En conséquence, [L] [O] [X] sera déboutée de sa demande aux fins d’obtenir un délai pour quitter les lieux.
Sur les autres demandes
[L] [O] [X], qui succombe à l’instance, devra supporter la charge des dépens et celle des frais énoncés à l’article 700 du Code de Procédure Civile qu’il apparaît conforme à l’équité de fixer à la somme de 400 euros.
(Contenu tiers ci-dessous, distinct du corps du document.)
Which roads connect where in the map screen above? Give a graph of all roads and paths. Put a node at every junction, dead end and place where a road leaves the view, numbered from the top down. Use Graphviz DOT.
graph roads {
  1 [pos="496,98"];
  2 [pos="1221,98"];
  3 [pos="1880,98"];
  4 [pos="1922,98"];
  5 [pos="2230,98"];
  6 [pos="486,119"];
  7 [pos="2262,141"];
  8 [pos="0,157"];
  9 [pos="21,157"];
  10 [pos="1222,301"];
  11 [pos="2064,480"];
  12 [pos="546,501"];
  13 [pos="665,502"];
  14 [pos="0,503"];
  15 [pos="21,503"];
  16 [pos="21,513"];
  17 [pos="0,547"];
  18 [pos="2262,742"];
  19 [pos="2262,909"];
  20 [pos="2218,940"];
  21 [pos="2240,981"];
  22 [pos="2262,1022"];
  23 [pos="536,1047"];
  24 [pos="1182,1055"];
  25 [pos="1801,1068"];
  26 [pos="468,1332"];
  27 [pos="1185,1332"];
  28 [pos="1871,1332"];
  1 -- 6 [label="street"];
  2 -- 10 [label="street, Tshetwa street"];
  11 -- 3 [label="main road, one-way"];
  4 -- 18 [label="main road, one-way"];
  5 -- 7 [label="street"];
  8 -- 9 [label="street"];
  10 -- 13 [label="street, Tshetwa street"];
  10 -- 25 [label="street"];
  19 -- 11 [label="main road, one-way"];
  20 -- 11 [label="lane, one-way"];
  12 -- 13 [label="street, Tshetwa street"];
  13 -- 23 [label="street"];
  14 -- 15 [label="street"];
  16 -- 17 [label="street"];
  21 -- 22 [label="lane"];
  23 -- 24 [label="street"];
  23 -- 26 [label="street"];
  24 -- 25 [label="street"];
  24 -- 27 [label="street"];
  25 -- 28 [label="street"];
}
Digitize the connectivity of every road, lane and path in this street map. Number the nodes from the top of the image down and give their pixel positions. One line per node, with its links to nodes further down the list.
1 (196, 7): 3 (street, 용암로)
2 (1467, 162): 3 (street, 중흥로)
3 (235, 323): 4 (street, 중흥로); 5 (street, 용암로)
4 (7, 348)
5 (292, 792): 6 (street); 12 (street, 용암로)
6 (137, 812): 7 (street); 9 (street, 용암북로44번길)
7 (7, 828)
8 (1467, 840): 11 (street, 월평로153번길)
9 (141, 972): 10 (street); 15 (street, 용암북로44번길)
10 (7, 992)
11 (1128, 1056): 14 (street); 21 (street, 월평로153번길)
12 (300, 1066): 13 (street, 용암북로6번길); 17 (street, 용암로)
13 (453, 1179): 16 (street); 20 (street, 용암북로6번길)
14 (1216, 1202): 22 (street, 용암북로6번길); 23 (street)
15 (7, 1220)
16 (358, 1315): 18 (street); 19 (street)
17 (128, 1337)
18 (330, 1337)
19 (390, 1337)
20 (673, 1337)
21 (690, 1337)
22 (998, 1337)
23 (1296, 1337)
Par ailleurs, la présente décision est de droit exécutoire à titre provisoire en application de l’article 514 du Code de Procédure Civile.
PAR CES MOTIFS,
Le Juge des Contentieux de la Protection,
Statuant publiquement par jugement contradictoire en premier ressort, rendu par mise à disposition au greffe,
CONSTATE la résiliation du bail conclu le 8 août 2020 entre [N] [P] et [L] [O] [X] à compter du 28 août 2024,
ORDONNE, faute de départ volontaire incluant la restitution des clefs, l’expulsion de [L] [O] [X] ainsi que tout occupant de son chef, du local sis 17 ter Avenue Massenet à Chamalières, si besoin est avec l’assistance de la force publique et d’un serrurier, dans les formes et délais prévus par les articles L. 431-1 et suivants et R. 411-1 et suivants du code des procédures civiles d’exécution, et conformément à l’article L. 433-1 du même code, à procéder à l’enlèvement de tous les biens mobiliers garnissant les lieux loués et à les faire entreposer dans tel local de son choix aux frais et périls des parties expulsées,
CONDAMNE [L] [O] [X] à payer à [N] [P], [K] [P] et [V] [P] la somme de 3200 euros au titre de l’arriéré locatif arrêté au 20 février 2025, comprenant les loyers, charges et indemnités d’occupation jusqu’à l’échéance du mois de février 2025 incluse, outre intérêts au taux légal à compter du présent jugement,
FIXE l’indemnité d’occupation sans droit ni titre due par [L] [O] [X] à la somme mensuelle de 580 euros, à compter de la résiliation du bail et au besoin le CONDAMNE à verser à [N] [P], [K] [P] et [V] [P] ladite indemnité mensuelle à compter du mois de mars 2025 et jusqu’à complète libération des lieux,
CONDAMNE [L] [O] [X] à payer à [N] [P], [K] [P] et [V] [P] la somme de 400 euros sur le fondement de l’article 700 du Code de Procédure Civile ainsi qu’aux dépens comprenant le coût de l’assignation, du commandement de payer du 28 juin 2024 et celui de la notification de l’assignation au représentant de l’Etat dans le département,
RAPPELLE que la présente décision est de droit exécutoire à titre provisoire,
DÉBOUTE les parties du surplus de leurs demandes.
Ainsi fait, jugé et mis à disposition au greffe de la juridiction aux jour, mois et année susdits. En foi de quoi le jugement a été signé par le Juge des Contentieux de la Protection et le greffier.